What to work on => Counting only lines that contain the word "edges", state the total for the listing below and nothing else.

Record extracts =>
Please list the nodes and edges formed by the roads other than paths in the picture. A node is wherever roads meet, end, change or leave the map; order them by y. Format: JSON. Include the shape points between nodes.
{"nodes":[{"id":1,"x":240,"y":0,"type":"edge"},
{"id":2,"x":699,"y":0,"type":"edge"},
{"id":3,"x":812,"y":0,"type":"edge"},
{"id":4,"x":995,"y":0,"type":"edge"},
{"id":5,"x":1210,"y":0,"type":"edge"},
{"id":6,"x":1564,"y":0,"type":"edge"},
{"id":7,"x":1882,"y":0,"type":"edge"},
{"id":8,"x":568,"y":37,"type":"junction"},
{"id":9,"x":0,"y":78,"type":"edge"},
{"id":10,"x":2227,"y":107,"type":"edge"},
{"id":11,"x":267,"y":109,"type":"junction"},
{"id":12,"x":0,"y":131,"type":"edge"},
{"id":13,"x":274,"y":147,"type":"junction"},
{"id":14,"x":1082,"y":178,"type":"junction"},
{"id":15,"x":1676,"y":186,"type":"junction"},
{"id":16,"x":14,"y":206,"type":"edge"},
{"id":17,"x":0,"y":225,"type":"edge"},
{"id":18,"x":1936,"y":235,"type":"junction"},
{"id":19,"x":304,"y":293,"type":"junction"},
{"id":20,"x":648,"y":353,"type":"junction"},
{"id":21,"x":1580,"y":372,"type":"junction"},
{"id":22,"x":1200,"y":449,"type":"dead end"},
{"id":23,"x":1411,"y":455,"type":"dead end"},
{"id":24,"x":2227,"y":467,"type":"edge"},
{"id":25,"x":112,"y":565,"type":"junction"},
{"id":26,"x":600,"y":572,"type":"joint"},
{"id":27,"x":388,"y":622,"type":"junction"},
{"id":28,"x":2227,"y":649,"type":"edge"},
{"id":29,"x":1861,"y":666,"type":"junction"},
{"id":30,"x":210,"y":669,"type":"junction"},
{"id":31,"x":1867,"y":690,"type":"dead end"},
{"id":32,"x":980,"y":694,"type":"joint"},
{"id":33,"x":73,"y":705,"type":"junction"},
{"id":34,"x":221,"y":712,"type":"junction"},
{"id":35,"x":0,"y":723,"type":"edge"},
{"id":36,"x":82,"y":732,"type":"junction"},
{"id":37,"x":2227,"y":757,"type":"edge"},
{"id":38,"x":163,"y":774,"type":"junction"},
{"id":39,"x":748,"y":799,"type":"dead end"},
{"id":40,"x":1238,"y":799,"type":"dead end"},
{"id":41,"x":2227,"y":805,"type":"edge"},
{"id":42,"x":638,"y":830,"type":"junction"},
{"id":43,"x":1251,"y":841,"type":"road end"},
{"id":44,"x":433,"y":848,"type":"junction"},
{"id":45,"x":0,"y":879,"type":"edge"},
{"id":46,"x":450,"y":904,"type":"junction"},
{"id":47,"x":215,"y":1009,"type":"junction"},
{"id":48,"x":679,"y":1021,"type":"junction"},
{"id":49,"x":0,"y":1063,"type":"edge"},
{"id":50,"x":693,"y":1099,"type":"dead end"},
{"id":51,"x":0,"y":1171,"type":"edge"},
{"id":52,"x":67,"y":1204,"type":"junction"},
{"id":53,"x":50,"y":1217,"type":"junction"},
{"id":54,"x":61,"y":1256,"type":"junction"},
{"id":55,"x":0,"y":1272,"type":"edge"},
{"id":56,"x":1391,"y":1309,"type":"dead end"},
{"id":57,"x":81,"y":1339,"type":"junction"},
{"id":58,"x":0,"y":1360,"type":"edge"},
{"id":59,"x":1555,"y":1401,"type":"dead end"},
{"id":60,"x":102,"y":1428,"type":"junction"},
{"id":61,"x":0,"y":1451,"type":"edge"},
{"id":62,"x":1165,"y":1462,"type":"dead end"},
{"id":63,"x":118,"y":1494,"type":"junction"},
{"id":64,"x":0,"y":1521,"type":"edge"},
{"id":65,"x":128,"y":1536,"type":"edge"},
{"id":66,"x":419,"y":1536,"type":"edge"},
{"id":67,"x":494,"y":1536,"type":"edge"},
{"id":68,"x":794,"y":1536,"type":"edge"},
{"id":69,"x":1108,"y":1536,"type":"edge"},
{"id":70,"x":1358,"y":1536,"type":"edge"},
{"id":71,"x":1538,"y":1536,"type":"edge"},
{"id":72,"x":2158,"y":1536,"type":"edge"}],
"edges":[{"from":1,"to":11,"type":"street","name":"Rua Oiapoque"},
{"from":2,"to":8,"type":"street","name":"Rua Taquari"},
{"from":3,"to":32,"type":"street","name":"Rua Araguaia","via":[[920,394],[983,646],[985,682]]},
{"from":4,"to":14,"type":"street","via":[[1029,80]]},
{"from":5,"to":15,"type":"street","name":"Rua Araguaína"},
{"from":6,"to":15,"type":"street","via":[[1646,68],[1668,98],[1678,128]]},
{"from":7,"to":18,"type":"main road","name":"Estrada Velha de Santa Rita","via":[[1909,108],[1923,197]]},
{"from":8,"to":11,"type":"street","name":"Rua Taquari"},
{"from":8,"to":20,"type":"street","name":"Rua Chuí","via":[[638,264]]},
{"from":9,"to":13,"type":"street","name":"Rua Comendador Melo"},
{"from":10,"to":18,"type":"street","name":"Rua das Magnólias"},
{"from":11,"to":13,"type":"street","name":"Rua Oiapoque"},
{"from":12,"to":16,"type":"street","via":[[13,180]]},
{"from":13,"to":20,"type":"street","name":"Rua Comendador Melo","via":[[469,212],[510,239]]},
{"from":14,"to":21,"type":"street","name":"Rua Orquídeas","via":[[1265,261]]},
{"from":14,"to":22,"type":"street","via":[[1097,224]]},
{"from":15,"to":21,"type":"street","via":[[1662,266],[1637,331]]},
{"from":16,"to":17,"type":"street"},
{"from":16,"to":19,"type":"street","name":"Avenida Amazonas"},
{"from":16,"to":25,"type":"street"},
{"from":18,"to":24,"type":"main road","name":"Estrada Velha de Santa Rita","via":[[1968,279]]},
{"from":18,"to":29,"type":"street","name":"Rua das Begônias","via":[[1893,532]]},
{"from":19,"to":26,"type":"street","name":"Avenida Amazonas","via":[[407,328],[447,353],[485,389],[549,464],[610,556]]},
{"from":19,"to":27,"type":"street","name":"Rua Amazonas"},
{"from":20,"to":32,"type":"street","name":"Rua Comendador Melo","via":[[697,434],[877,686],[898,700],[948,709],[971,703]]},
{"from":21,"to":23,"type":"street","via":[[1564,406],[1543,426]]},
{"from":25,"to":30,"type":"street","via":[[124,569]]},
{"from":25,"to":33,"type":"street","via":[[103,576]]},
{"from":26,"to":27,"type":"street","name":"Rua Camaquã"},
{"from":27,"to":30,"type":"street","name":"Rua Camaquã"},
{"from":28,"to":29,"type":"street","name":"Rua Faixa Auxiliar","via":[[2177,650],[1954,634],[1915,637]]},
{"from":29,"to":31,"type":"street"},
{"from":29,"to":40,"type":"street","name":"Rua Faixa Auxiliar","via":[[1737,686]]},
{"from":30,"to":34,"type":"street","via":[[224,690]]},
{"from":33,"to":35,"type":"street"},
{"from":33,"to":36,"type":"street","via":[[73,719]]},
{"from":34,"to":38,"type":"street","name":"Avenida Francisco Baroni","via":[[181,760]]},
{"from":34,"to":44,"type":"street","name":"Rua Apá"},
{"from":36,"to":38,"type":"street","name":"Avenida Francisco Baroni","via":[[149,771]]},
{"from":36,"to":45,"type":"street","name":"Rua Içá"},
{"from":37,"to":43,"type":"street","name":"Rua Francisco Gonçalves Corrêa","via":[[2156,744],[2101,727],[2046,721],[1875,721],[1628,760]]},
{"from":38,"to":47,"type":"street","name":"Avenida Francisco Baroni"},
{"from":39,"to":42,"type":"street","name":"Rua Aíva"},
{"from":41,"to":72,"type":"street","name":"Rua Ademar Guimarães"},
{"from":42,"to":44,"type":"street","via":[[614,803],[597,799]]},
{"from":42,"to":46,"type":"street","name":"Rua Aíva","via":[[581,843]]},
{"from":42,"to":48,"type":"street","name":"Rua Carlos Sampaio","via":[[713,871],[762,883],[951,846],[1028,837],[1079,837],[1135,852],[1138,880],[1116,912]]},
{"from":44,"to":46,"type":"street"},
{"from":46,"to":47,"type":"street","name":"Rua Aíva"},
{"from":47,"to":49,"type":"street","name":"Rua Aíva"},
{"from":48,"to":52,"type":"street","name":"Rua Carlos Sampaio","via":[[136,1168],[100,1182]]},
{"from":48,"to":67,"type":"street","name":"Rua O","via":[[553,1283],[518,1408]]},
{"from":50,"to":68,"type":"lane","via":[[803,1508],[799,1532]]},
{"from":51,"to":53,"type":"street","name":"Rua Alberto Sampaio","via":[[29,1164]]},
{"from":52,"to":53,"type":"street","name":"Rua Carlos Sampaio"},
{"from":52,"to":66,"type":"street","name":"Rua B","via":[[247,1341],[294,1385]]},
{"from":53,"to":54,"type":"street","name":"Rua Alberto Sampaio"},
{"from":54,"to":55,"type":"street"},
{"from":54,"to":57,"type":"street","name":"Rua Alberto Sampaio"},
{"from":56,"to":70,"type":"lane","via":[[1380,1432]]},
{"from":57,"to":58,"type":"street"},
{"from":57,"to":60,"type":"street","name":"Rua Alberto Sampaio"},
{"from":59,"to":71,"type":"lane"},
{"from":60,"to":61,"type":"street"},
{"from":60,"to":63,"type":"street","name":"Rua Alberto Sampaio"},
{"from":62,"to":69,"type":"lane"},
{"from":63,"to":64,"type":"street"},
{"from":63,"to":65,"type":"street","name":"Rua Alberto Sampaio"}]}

Exercise response => 2